Scan the material below for the string "function", and copy every line where it shows up.

Material supplied:
════════

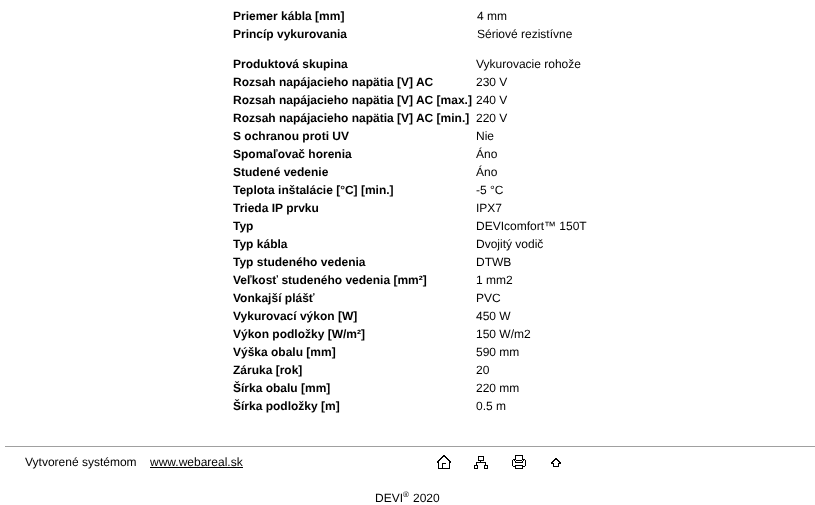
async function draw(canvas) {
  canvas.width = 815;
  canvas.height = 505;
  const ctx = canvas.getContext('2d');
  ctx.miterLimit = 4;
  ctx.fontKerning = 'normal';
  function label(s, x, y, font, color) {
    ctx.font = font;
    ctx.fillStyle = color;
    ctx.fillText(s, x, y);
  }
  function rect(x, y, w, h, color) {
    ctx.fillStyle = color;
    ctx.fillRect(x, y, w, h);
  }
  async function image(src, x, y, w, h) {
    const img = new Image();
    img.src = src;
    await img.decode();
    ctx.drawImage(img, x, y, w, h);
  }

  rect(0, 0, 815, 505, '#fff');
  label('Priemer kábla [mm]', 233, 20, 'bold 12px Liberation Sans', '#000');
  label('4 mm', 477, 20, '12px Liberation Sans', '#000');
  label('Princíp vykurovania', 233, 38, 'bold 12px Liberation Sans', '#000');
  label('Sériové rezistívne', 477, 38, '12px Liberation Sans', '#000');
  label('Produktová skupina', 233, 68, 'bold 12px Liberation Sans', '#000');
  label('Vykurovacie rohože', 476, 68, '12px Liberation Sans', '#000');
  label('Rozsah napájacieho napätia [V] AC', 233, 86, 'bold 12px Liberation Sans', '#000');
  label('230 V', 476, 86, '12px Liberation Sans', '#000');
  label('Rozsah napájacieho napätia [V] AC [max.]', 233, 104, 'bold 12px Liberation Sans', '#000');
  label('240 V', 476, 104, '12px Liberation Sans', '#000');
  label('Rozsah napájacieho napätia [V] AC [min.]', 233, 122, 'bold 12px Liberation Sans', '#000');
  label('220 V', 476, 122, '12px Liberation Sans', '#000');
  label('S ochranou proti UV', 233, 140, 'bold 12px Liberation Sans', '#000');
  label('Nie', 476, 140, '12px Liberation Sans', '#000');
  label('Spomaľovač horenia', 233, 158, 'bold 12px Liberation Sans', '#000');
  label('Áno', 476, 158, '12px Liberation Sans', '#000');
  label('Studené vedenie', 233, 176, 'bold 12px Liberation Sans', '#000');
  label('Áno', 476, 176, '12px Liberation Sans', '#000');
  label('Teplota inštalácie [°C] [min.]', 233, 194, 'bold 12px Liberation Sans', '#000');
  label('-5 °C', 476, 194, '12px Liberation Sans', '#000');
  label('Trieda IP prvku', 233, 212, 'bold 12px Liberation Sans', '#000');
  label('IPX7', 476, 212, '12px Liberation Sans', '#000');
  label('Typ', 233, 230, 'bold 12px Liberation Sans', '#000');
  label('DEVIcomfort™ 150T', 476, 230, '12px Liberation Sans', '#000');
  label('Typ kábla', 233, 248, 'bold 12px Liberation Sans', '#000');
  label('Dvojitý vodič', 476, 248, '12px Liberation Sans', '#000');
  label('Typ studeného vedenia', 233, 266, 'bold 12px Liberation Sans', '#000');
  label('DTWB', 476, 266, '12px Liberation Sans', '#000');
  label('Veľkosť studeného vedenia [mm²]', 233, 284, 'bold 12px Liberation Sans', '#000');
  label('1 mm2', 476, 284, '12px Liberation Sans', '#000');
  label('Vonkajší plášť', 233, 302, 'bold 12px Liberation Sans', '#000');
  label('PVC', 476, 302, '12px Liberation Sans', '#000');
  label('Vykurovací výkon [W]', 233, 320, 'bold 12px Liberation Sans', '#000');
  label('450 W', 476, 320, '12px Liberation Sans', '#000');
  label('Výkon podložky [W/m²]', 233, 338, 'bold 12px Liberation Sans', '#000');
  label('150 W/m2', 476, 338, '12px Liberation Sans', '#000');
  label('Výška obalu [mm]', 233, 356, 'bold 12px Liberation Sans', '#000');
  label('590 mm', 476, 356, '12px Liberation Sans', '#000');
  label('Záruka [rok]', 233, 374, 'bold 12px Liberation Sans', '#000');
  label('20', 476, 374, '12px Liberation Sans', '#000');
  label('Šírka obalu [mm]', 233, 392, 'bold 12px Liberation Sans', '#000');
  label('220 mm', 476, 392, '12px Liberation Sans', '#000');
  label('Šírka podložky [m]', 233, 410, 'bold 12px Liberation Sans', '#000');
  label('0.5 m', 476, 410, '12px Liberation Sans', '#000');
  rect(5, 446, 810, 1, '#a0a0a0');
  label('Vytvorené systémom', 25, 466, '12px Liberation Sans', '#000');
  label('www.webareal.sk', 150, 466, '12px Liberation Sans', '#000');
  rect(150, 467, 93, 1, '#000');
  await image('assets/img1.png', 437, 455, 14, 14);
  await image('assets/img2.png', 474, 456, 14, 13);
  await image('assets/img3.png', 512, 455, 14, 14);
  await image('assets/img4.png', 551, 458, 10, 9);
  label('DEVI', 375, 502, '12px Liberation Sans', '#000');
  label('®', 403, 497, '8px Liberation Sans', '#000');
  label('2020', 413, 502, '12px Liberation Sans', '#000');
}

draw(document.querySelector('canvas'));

════════

Solution to the exercise:
async function draw(canvas) {
  function label(s, x, y, font, color) {
  function rect(x, y, w, h, color) {
  async function image(src, x, y, w, h) {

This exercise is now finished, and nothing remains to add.